> [WORK REQUEST]
Transcribe the following entries letter for letter, without the pictures.

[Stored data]
======

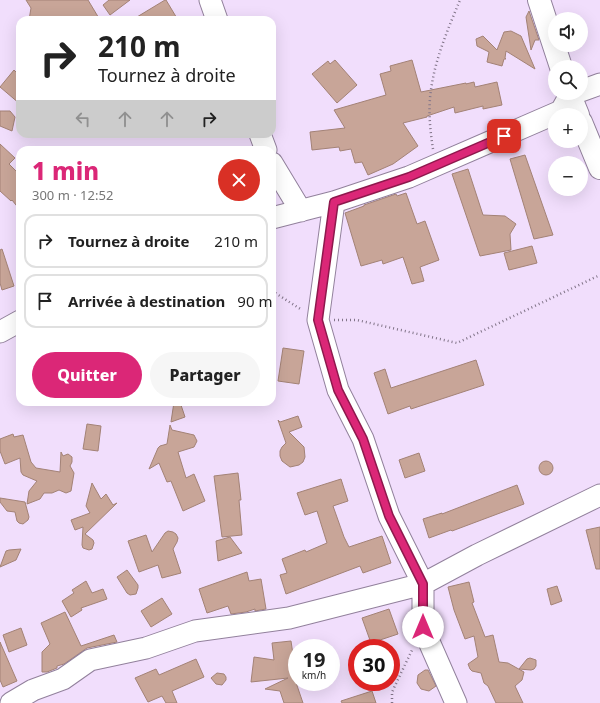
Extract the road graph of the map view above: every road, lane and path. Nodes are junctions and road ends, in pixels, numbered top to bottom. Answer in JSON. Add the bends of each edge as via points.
{"nodes":[{"id":1,"x":210,"y":0,"type":"edge"},
{"id":2,"x":460,"y":0,"type":"edge"},
{"id":3,"x":539,"y":0,"type":"edge"},
{"id":4,"x":216,"y":16,"type":"edge"},
{"id":5,"x":559,"y":60,"type":"edge"},
{"id":6,"x":600,"y":84,"type":"edge"},
{"id":7,"x":588,"y":88,"type":"edge"},
{"id":8,"x":569,"y":100,"type":"edge"},
{"id":9,"x":588,"y":139,"type":"edge"},
{"id":10,"x":436,"y":166,"type":"junction"},
{"id":11,"x":600,"y":168,"type":"edge"},
{"id":12,"x":276,"y":169,"type":"edge"},
{"id":13,"x":334,"y":202,"type":"junction"},
{"id":14,"x":301,"y":210,"type":"junction"},
{"id":15,"x":276,"y":217,"type":"edge"},
{"id":16,"x":600,"y":275,"type":"edge"},
{"id":17,"x":276,"y":294,"type":"edge"},
{"id":18,"x":318,"y":320,"type":"junction"},
{"id":19,"x":16,"y":323,"type":"edge"},
{"id":20,"x":0,"y":332,"type":"edge"},
{"id":21,"x":600,"y":494,"type":"edge"},
{"id":22,"x":423,"y":584,"type":"junction"},
{"id":23,"x":423,"y":628,"type":"junction"},
{"id":24,"x":11,"y":703,"type":"edge"},
{"id":25,"x":392,"y":703,"type":"edge"},
{"id":26,"x":456,"y":703,"type":"edge"}],
"edges":[{"from":1,"to":4,"type":"street"},
{"from":2,"to":10,"type":"path","via":[[439,55],[431,91],[430,130]]},
{"from":3,"to":5,"type":"main road"},
{"from":6,"to":7,"type":"street"},
{"from":8,"to":10,"type":"street","via":[[561,111]]},
{"from":9,"to":11,"type":"main road"},
{"from":10,"to":13,"type":"street"},
{"from":12,"to":14,"type":"street"},
{"from":13,"to":14,"type":"street"},
{"from":13,"to":18,"type":"street"},
{"from":14,"to":15,"type":"street"},
{"from":16,"to":18,"type":"path","via":[[456,343],[357,320]]},
{"from":17,"to":18,"type":"path"},
{"from":18,"to":22,"type":"street","via":[[338,390],[363,439],[389,516]]},
{"from":19,"to":20,"type":"street"},
{"from":21,"to":22,"type":"street"},
{"from":22,"to":23,"type":"street"},
{"from":22,"to":24,"type":"street","via":[[289,618],[195,631],[146,648],[90,660],[63,679],[33,690]]},
{"from":23,"to":25,"type":"path","via":[[392,692]]},
{"from":23,"to":26,"type":"street"}]}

======

> [OUTPUT BELOW]
Extract the road graph of the map view above: every road, lane and path. Nodes are junctions and road ends, in pixels, numbered top to bottom. Answer in JSON. Add the bends of each edge as via points.
{"nodes":[{"id":1,"x":210,"y":0,"type":"edge"},
{"id":2,"x":460,"y":0,"type":"edge"},
{"id":3,"x":539,"y":0,"type":"edge"},
{"id":4,"x":216,"y":16,"type":"edge"},
{"id":5,"x":559,"y":60,"type":"edge"},
{"id":6,"x":600,"y":84,"type":"edge"},
{"id":7,"x":588,"y":88,"type":"edge"},
{"id":8,"x":569,"y":100,"type":"edge"},
{"id":9,"x":588,"y":139,"type":"edge"},
{"id":10,"x":436,"y":166,"type":"junction"},
{"id":11,"x":600,"y":168,"type":"edge"},
{"id":12,"x":276,"y":169,"type":"edge"},
{"id":13,"x":334,"y":202,"type":"junction"},
{"id":14,"x":301,"y":210,"type":"junction"},
{"id":15,"x":276,"y":217,"type":"edge"},
{"id":16,"x":600,"y":275,"type":"edge"},
{"id":17,"x":276,"y":294,"type":"edge"},
{"id":18,"x":318,"y":320,"type":"junction"},
{"id":19,"x":16,"y":323,"type":"edge"},
{"id":20,"x":0,"y":332,"type":"edge"},
{"id":21,"x":600,"y":494,"type":"edge"},
{"id":22,"x":423,"y":584,"type":"junction"},
{"id":23,"x":423,"y":628,"type":"junction"},
{"id":24,"x":11,"y":703,"type":"edge"},
{"id":25,"x":392,"y":703,"type":"edge"},
{"id":26,"x":456,"y":703,"type":"edge"}],
"edges":[{"from":1,"to":4,"type":"street"},
{"from":2,"to":10,"type":"path","via":[[439,55],[431,91],[430,130]]},
{"from":3,"to":5,"type":"main road"},
{"from":6,"to":7,"type":"street"},
{"from":8,"to":10,"type":"street","via":[[561,111]]},
{"from":9,"to":11,"type":"main road"},
{"from":10,"to":13,"type":"street"},
{"from":12,"to":14,"type":"street"},
{"from":13,"to":14,"type":"street"},
{"from":13,"to":18,"type":"street"},
{"from":14,"to":15,"type":"street"},
{"from":16,"to":18,"type":"path","via":[[456,343],[357,320]]},
{"from":17,"to":18,"type":"path"},
{"from":18,"to":22,"type":"street","via":[[338,390],[363,439],[389,516]]},
{"from":19,"to":20,"type":"street"},
{"from":21,"to":22,"type":"street"},
{"from":22,"to":23,"type":"street"},
{"from":22,"to":24,"type":"street","via":[[289,618],[195,631],[146,648],[90,660],[63,679],[33,690]]},
{"from":23,"to":25,"type":"path","via":[[392,692]]},
{"from":23,"to":26,"type":"street"}]}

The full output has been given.